I have an old Kicker x3i electronic crossover that needs to be cleaned up internally. The adjustment knobs are real sensitive and I believe it's due to 20 years of crud building up. So I have a few questions about cleaning it. 

What's the best type of product to use for the job?

Are there certain areas to pay special attention to?

Any other tools I should have on hand?

Any other techniques or hints would be greatly appreciated. I tried searching forums to see if this topic had come up in the past but drew blanks. Any advice would be great. Thanks.


----------



## Sine Swept (Sep 3, 2010)

I've had great results with switch and contact cleaner. There are various formulations and obviously brands. I have heard many people swear by Deoxit. 

Some formulations are straight cleaner, some have an added lubricant as well. I would make sure your device is turned off while you clean the pots, etc. Make sure to let the cleaner dry off before turning it back on.
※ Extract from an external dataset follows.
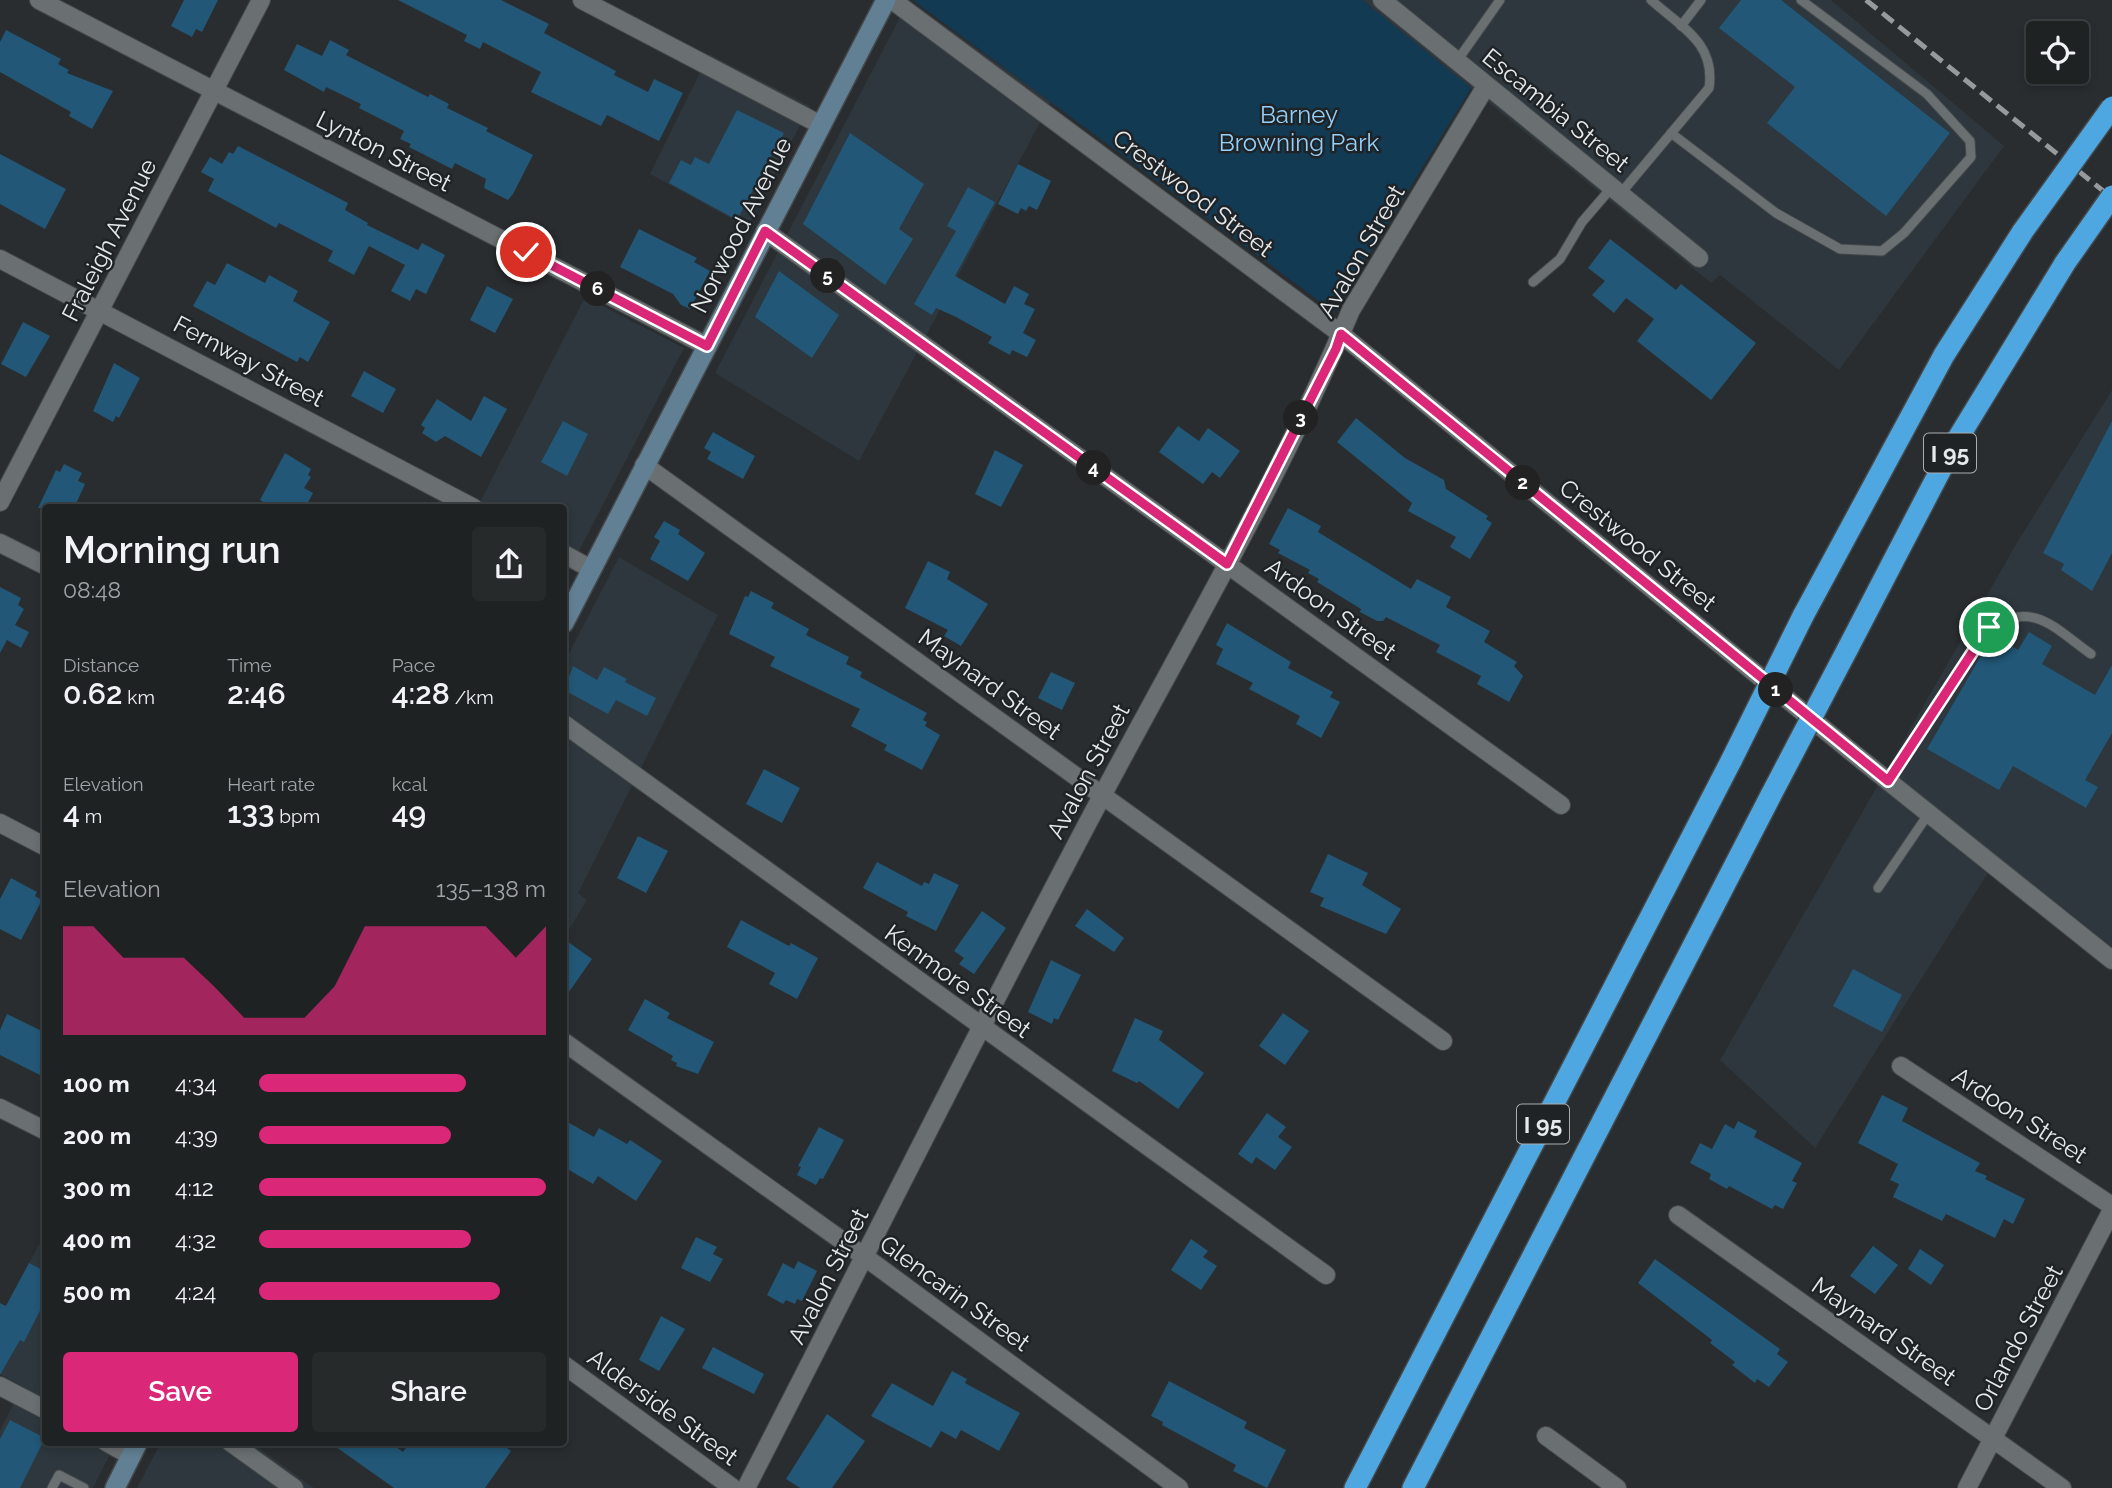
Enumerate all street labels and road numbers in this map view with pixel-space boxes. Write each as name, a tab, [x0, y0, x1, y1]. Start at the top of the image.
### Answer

I actually just fixed a JBL GTO 75.4 yesterday where a 3 way switch had become corroded above the PCB and below the switch itself. I pulled off a daughter board and the solders underneath looked great so I just focused on cleaning what almost looked like rust on the pins leading into the switch. I just kept swabbing it with Qtips until everything looked clean. I put everything back together and tried messing with the switch to get the channel to drop out like before and after all these years everything is working great!


----------



## minbari (Mar 3, 2011)

just be carefull with contact cleaner, some of them can melt plastic.


----------



## 63flip (Oct 16, 2013)

Is it safe to use a product like duster or other cleaners used for computer keyboards? 
Products like that just blow the grime away if I'm not mistaken. Would it be safe to start with that then see if more cleaning is necessary?


----------